Berlioz's first exposure to Smithson came when he saw her play Ophelia in 1827 in a highly edited production of "Hamlet" by the actor Charles Kemble (who also played Hamlet) at the Odéon in Paris. Although considered a somewhat mediocre performer in Britain, she bowled the French over with her sensitive "mad" scene and completely transfixed poor Berlioz, even though he didn't understand a word of English.

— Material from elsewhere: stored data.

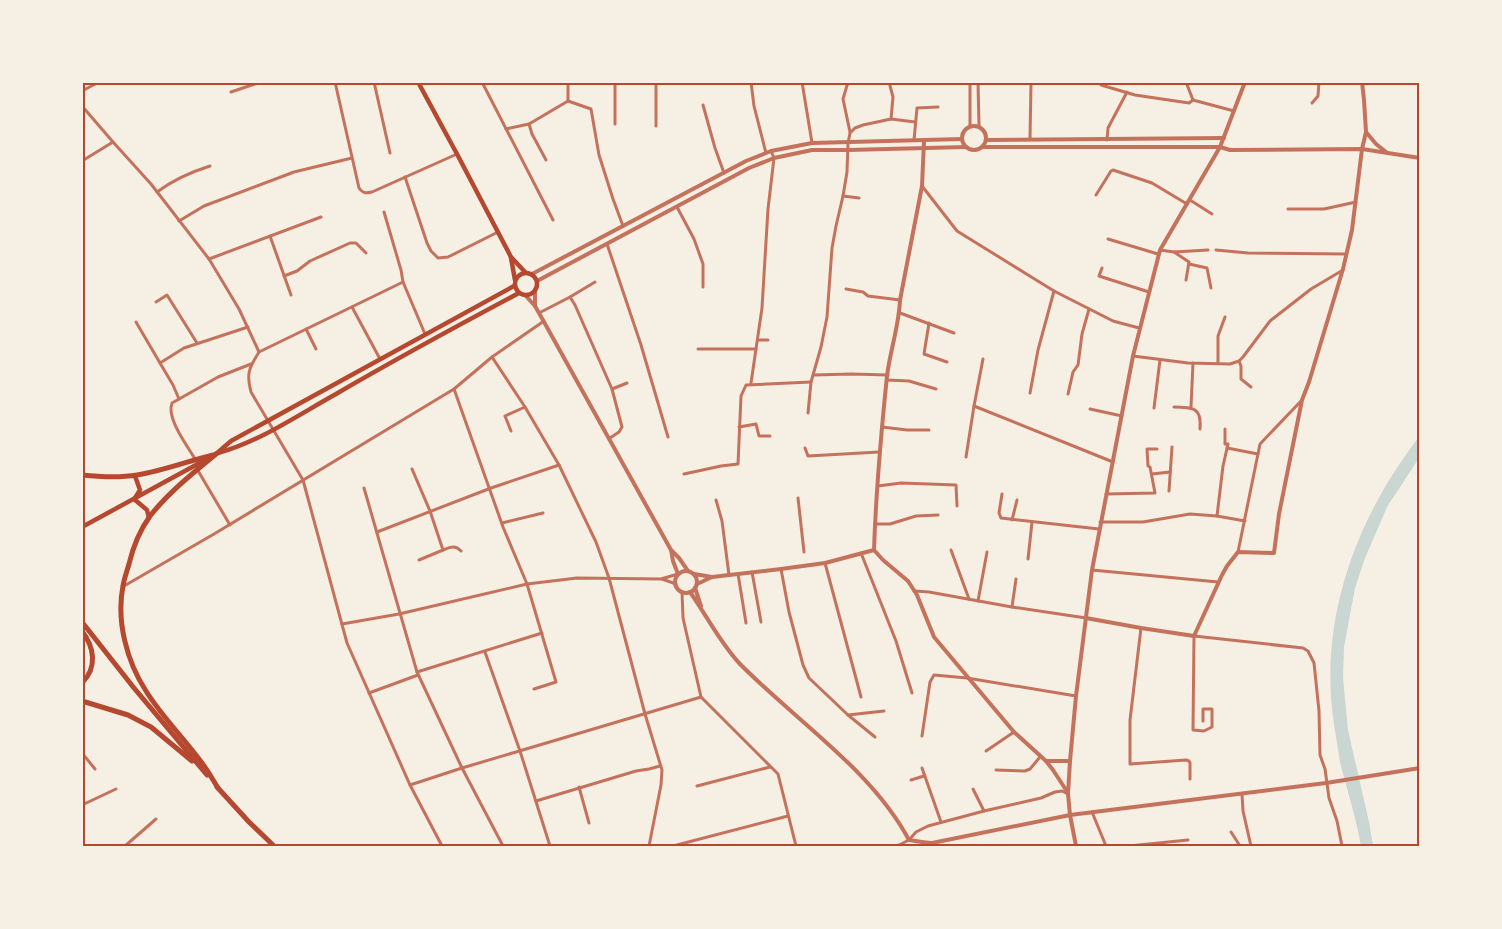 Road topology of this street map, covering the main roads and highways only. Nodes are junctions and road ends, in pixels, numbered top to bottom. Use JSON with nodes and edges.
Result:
{"nodes":[{"id":1,"x":418,"y":82,"type":"edge"},
{"id":2,"x":511,"y":257,"type":"junction"},
{"id":3,"x":525,"y":272,"type":"junction"},
{"id":4,"x":515,"y":280,"type":"junction"},
{"id":5,"x":514,"y":286,"type":"junction"},
{"id":6,"x":519,"y":293,"type":"junction"},
{"id":7,"x":216,"y":454,"type":"junction"},
{"id":8,"x":82,"y":475,"type":"edge"},
{"id":9,"x":135,"y":476,"type":"junction"},
{"id":10,"x":134,"y":499,"type":"junction"},
{"id":11,"x":149,"y":518,"type":"junction"},
{"id":12,"x":82,"y":527,"type":"edge"},
{"id":13,"x":82,"y":622,"type":"edge"},
{"id":14,"x":82,"y":630,"type":"edge"},
{"id":15,"x":82,"y":683,"type":"edge"},
{"id":16,"x":82,"y":701,"type":"edge"},
{"id":17,"x":206,"y":774,"type":"junction"},
{"id":18,"x":218,"y":788,"type":"junction"},
{"id":19,"x":274,"y":846,"type":"edge"}],
"edges":[{"from":1,"to":2,"type":"main road"},
{"from":2,"to":3,"type":"main road"},
{"from":2,"to":4,"type":"main road"},
{"from":3,"to":4,"type":"main road"},
{"from":3,"to":6,"type":"main road"},
{"from":4,"to":5,"type":"main road"},
{"from":5,"to":6,"type":"main road"},
{"from":5,"to":7,"type":"main road"},
{"from":6,"to":7,"type":"main road"},
{"from":7,"to":9,"type":"main road"},
{"from":7,"to":10,"type":"main road"},
{"from":7,"to":11,"type":"main road"},
{"from":8,"to":9,"type":"main road"},
{"from":9,"to":10,"type":"main road"},
{"from":10,"to":11,"type":"main road"},
{"from":10,"to":12,"type":"main road"},
{"from":11,"to":18,"type":"main road"},
{"from":13,"to":17,"type":"main road"},
{"from":14,"to":15,"type":"main road"},
{"from":16,"to":17,"type":"main road"},
{"from":17,"to":18,"type":"main road"},
{"from":18,"to":19,"type":"main road"}]}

He became infatuated with her immediately. He sent her letters. He sent hand-delivered notes. He did everything but mail himself to her in a box like poor Waldo in the Velvet Underground's "The Gift". The depth of his obsession can be seen in a letter he sent to his friend Ferdinand Hiller (quoted on Melissa Ide and Leslie Merriman's Interdisciplinary Shakespeare site):
... today it is a year since I saw HER for the last time_________oh! unhappy woman! how I loved you...trembling I write, HOW I LOVE YOU! If there is another world shall we find each other again?...Shall I ever see Shakespeare? Will she know me?...Will she understand the poetry of my love?...oh! Juliet, Ophelia, Belvidera, Jane Shore, names that hell repeats unceasingly...Oh! sublime ones! sublime ones! annihilate me! summon me to your golden clouds! deliver me!...Go, go Henriette Smithson and Hector Berlioz will be reunited in the oblivion of the tomb, which will not prevent other unhappy ones from SUFFERING AND DYING."
And so on.
Today he would have been hit (justifiably) with a restraining order. Instead, he wrote his "Symphonie Fantastique," a work Leonard Bernstein once famously described as "the first psychedelic symphony in history, the first musical description ever made of a trip, written one hundred thirty odd years before the Beatles."
Subtitled "An Episode in the Life of an Artist," the "Symphonie Fantastique" tells, in dramatic and musically explicit terms, the story of a "young vibrant musician" who becomes sexually obsessed with an "ideal" woman. He dreams of her in the first movement; unsuccessfully pursues her at a ball in the second; and flees to the country to escape his longing in the third. In the fourth movement "March of the Scaffold" (often performed by itself) he overdoses on opium (the LSD of the early 19th century) and dreams he is being beheaded for her murder. The work ends with the hallucinatory "Dreams of a Witches' Sabbath," in which the protagonist envisions himself at an infernal dance, presided over by the object of his affection, now transformed into a demon.
Even after the premiere of the "Symphonie Fantastique" Berlioz continued to pursue Smithson, going to far as to threaten to kill himself with an opium overdose if she didn't marry him. In 1833, after seeing a performance of "Lélio" (Berlioz's rarely-performed sequel to the "Symphonie Fantastique"), she finally agreed, but they did not live happily ever after. The marriage fell apart after a decade and both Smithson's health and fortunes went into decline. Some great music emerged from the wreckage, but I doubt that was any comfort to Ms. Smithson.
The Essentials: Music Director Designate Stéphane Denève conducts the St. Louis Symphony Orchestra and mezzo-soprano Rinat Shaham Friday and Saturday at 8 pm and Sunday at 3 pm, May 10-12. Performances take place at Powell Hall in Grand Center.